The adult film industry is constantly selling us a fantasy, and in order to enjoy it we typically suspend our disbelief. We don’t question how old an actress really is if she’s portraying a schoolgirl, or a step mom. We don’t ask why a plumber has six-pack abs. And if something lists itself as “amateur” we tend to treat it like a found-footage horror movie; we know they’re trying to make it look more realistic, and they’re doing it by using a smaller budget instead of a bigger one.

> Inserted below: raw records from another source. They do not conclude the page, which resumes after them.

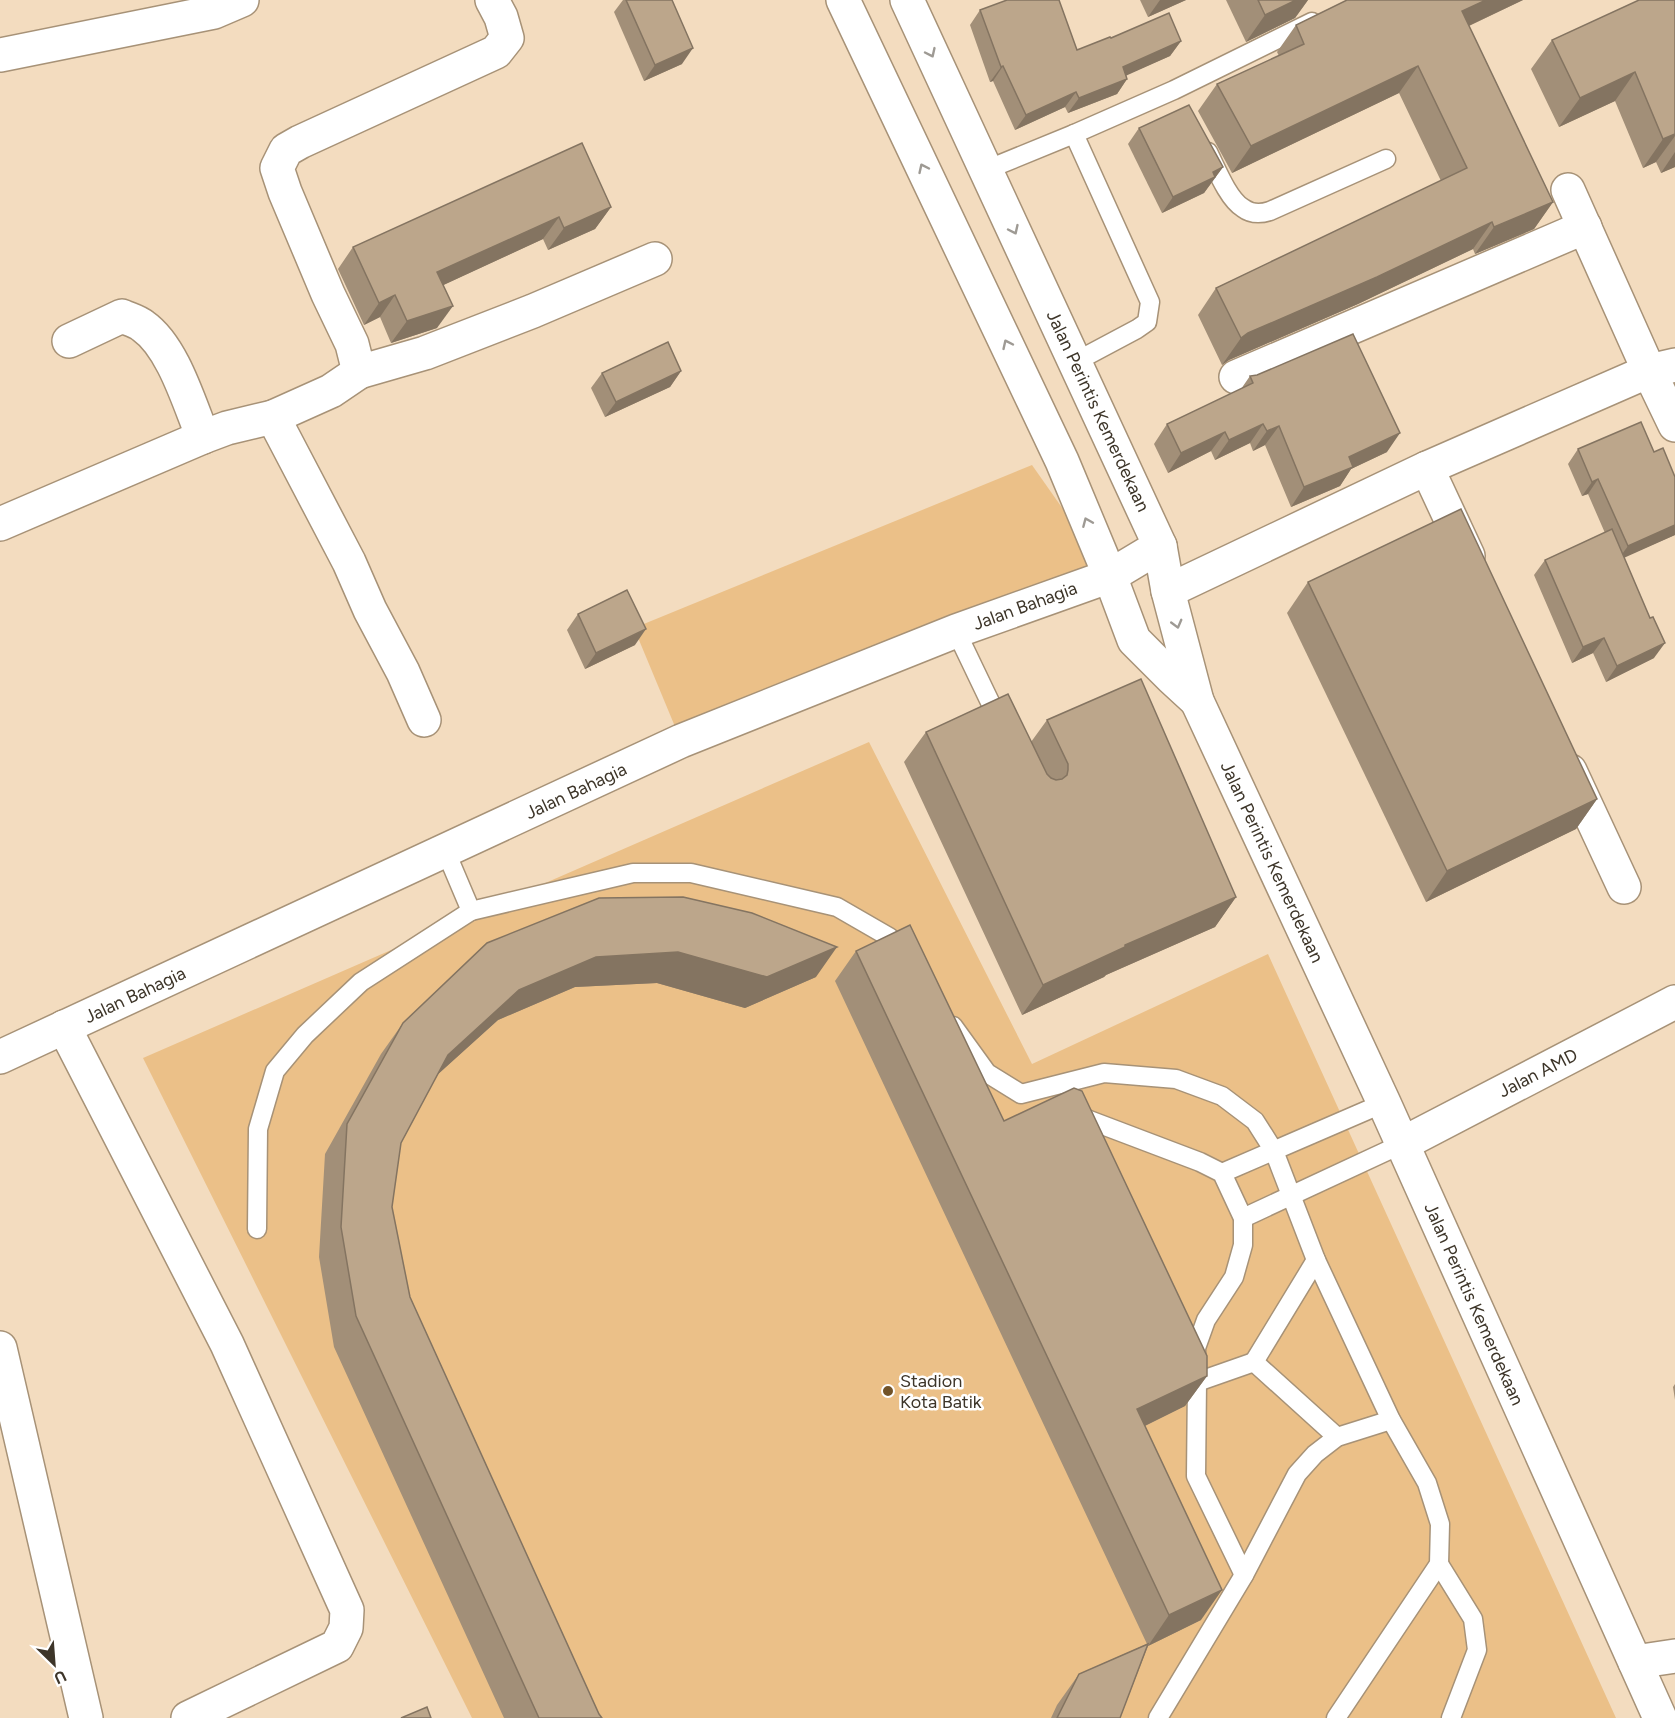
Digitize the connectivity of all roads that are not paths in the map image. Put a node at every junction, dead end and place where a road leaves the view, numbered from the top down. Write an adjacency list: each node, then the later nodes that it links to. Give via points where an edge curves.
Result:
1 (242, 0): 6 (street, via 214,12)
2 (492, 0): 19 (street, via 507,38 496,52 300,142 286,150 277,168 352,344)
3 (843, 0): 27 (street, one-way to 3, via 1062,461)
4 (907, 0): 12 (street, Jalan Perintis Kemerdekaan, one-way to 12)
5 (1327, 15): 7 (lane)
6 (0, 56)
7 (1174, 90): 8 (lane); 9 (lane)
8 (1185, 109)
9 (1074, 134): 12 (lane); 17 (lane, via 1150,302 1147,322)
10 (1201, 139): 11 (lane, via 1233,198 1242,208 1261,214)
11 (1386, 159)
12 (986, 170): 17 (street, Jalan Perintis Kemerdekaan, one-way to 17)
13 (1568, 190): 14 (street)
14 (1585, 227): 18 (street); 20 (street)
15 (655, 259): 19 (street, via 425,353)
16 (69, 341): 23 (street, via 122,316 142,325 164,347)
17 (1075, 362): 26 (street, Jalan Perintis Kemerdekaan)
18 (1662, 368): 22 (street); 24 (street)
19 (359, 372): 21 (street, via 331,391)
20 (1236, 377)
21 (273, 417): 23 (street); 32 (street, via 349,562)
22 (1675, 425)
23 (203, 437): 25 (street)
24 (1427, 468): 28 (street); 29 (street)
25 (0, 524)
26 (1160, 546): 27 (street, Jalan Bahagia); 29 (street, Jalan Perintis Kemerdekaan)
27 (1110, 576): 30 (street, Jalan Bahagia); 31 (street, via 1134,640)
28 (1482, 586)
29 (1168, 591): 31 (street, Jalan Perintis Kemerdekaan, one-way to 31)
30 (956, 631): 33 (lane); 35 (street, Jalan Bahagia, via 681,741)
31 (1197, 701): 44 (street, Jalan Perintis Kemerdekaan)
32 (424, 720)
33 (1006, 736)
34 (1558, 747): 36 (street)
35 (446, 852): 37 (lane); 41 (street, Jalan Bahagia)
36 (1624, 887)
37 (471, 911): 38 (lane, via 633,873 691,873 837,907 889,937); 50 (lane, via 361,982 305,1035 275,1071 258,1128)
38 (910, 966)
39 (1675, 1002): 45 (street, Jalan AMD)
40 (945, 1015): 43 (lane, via 987,1073)
41 (64, 1027): 42 (street, Jalan Bahagia); 62 (street, via 227,1344 347,1610 346,1628 337,1646)
42 (0, 1057)
43 (1021, 1094): 46 (lane, via 1104,1072 1176,1079 1222,1096 1256,1121); 47 (lane)
44 (1384, 1103): 45 (street, Jalan Perintis Kemerdekaan); 46 (lane)
45 (1402, 1144): 48 (lane); 60 (street, Jalan Perintis Kemerdekaan)
46 (1274, 1151): 47 (lane); 48 (lane)
47 (1222, 1173): 49 (lane)
48 (1291, 1194): 49 (lane); 51 (lane)
49 (1243, 1218): 54 (lane, via 1243,1245 1234,1277 1206,1320 1196,1348)
50 (257, 1229)
51 (1316, 1260): 53 (lane); 55 (lane)
52 (0, 1348): 61 (street)
53 (1254, 1362): 54 (lane); 56 (lane)
54 (1197, 1382): 58 (lane, via 1196,1476)
55 (1390, 1420): 56 (lane); 57 (lane, via 1427,1483 1440,1524)
56 (1337, 1437): 58 (lane, via 1297,1474)
57 (1439, 1564): 64 (lane); 65 (lane, via 1473,1619 1477,1650)
58 (1244, 1575): 63 (lane)
59 (1675, 1656): 60 (street)
60 (1635, 1662): 66 (street, Jalan Perintis Kemerdekaan)
61 (86, 1718)
62 (188, 1718)
63 (1158, 1718)
64 (1336, 1718)
65 (1451, 1718)
66 (1660, 1718)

Sometimes, though, what you’re seeing is both real and hurtful. It’s why you need to keep a careful eye on anything labeled “revenge porn”.

The Revenge Porn Industry

Revenge porn is just what it sounds like. Say that a couple decides they’re going to take some nude photos, or film themselves having sex to add a little something extra to the bedroom. Then things go south, and they break up. If someone wanted to ruin his or her former partner (though this industry disproportionately affects women) then that person could post these photos or send the videos around for anyone to see. If your former partner is a teacher, this sort of incident could be a career ending one. Sending images like this to friends, family members, or co-workers could burn a lot of bridges, and make someone’s life miserable.

The problem is that in a lot of places in the U.S., revenge porn isn’t illegal.

How Is This Not Illegal?

While news and information about this terrible industry has gotten more common, it’s still not something everyone knows about. While 23 states have passed laws against it according to Last Week Tonight the issue remains an entrenched one. Partly it’s because people want to blame the victims (the most common response is “you shouldn’t take nude photos,” which is about as useful as saying, “never trust someone who might want to take revenge on you after a bad breakup”), and it’s partly because no one seems to want to talk about the issue.

Legislation has been introduced at the federal level to combat this problem, though. The Intimate Privacy Protection Act of 2015 would outlaw revenge porn, making it another one of those things that filmmakers would have to simulate instead of finding genuine film and video of people who are being exposed by angry exes who want to harass them and ruin their lives.